Magistrado ponente: Sigifredo De Jesús Espinosa Pérez

Decreto 2591 de 1991Decreto 3391 de 2006

CORTE SUPREMA DE JUSTICIA República de Colombia Tutela de primera instancia No. 29.463 JORGE HUMBERTO VERGARA RÍOS Corte Suprema de Justicia PAGE República de Colombia Tutela de primera instancia No. 29.463 JORGE HUMBERTO VERGARA RÍOS. Corte Suprema de Justicia CORTE SUPREMA DE JUSTICIA SALA DE CASACIÓN PENAL Magistrado Ponente: DR. SIGIFREDO ESPINOSA PÉREZ Aprobado Acta No. 08 Bogotá D. C., treinta de enero de dos mil siete.

VISTOS Se pronuncia la Sala sobre la solicitud de amparo constitucional, formulada por la bogada ANGÉLICA MARÍA MARTÍNEZ CUJAR, apoderada especial de JORGE HUMBERTO VERGARA RÍOS, contra la FISCALÍA TERCERA DELEGADA ANTE EL TRIBUNAL SUPERIOR y la FISCALÍA NOVENA ESPECIALIZADA, ambas de Cúcuta, por la supuesta violación de los derechos fundamentales al debido proceso, libertad y petición, en razón de que las autoridades accionadas no han aceptado precluir las investigaciones que se les siguen, de conformidad con lo que permite el Decreto 3391 de 2006.

LOS ANTECEDENTES Y LA ACCIÓN 1. Se desprende de la reseña procesal plasmada en la demanda y en las pruebas allegadas al proceso que contra JORGE HUMBERTO VERGARA RÍOS, otrora miembros del denominado grupo ilegal armado bloque vencedores de Arauca, ahora desmovilizados, la FISCALÍA NOVENA ESPECIALIZADA DE CÚCUTA, adelanta una investigación penal que lo compromete en la comisión de los delitos de concierto para delinquir en la modalidad de conformación de grupos armados ilegales, conducta punible por la que fue acusado el 31 de julio de 2006.

La providencia fue recurrida y actualmente se encuentra en trámite la impugnación ante la Unidad de Fiscalía Delegada ante el Tribunal Superior de la misma ciudad. 2. El actor invoca la aplicación de las Leyes 782 de 2002 y 975 de 2005, por aparecer relacionado en el listado de personas desmovilizadas expedido por los cabecillas del bloque vencedores de Arauca y radicado ante la Oficina del Comisionado para la Paz y, en razón de ello, pretende que se le beneficie con el indulto y se dispusiera la cancelación de las órdenes de captura que pesan en su contra. 3.

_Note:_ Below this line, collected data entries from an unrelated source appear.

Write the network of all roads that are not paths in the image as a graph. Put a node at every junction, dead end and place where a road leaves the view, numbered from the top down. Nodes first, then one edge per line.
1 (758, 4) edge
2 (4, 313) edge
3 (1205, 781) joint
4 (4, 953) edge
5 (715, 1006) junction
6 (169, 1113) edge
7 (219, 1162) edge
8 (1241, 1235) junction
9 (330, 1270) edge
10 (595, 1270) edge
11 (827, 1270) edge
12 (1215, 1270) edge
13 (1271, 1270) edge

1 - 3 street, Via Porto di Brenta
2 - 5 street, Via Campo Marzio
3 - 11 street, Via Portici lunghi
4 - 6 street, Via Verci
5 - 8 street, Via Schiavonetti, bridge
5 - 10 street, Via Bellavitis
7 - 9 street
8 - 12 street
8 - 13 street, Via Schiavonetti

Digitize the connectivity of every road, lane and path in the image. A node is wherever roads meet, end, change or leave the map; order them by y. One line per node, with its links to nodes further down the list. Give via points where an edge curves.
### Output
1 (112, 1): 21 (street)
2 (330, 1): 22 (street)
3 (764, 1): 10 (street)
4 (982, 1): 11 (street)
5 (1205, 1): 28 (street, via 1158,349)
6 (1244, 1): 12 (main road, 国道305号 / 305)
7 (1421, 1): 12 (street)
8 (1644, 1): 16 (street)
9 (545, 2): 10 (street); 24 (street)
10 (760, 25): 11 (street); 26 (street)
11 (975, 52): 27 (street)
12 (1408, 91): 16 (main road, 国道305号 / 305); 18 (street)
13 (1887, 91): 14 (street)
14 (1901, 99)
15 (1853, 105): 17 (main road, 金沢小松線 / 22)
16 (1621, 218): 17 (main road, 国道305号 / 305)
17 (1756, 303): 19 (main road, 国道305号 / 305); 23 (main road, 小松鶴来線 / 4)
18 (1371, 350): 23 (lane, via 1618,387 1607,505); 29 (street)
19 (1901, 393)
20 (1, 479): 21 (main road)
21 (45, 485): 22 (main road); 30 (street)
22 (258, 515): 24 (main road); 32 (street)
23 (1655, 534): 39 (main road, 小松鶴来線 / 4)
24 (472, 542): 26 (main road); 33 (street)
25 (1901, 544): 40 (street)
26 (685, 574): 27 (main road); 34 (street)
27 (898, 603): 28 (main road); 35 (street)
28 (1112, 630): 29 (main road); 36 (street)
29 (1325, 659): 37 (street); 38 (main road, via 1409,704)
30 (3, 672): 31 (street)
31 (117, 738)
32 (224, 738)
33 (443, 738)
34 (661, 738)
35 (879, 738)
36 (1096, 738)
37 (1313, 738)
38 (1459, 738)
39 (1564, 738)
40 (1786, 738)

La FISCALÍA NOVENA ESPECIALIZADA DE CÚCUTA, a cargo de la que se encuentra la investigación, no se ha pronunciado sobre la solicitud, en razón de que el expediente se encuentra surtiendo el recurso de apelación en sede de la Fiscalía Delegada ante el Tribunal Superior y, ésta, a su vez, explica que el expediente se encuentra en turno para pronunciarse sobre la impugnación presentada contra la resolución de acusación. 4.

Ahora el actor considera que por la omisión de las autoridades judiciales accionadas para pronunciarse sobre el indulto y la consecuente cancelación de las órdenes de captura que pesan en su contra se vulneran sus garantías constitucionales, porque aparece relacionado en los listados oficiales y, por consiguiente, debe ser beneficiado dejándole en libertad y precluyendo la investigación a su favor, por lo que solicita la tutela de sus derechos y que por este medio se le ordene a las demandadas acceder a sus súplicas.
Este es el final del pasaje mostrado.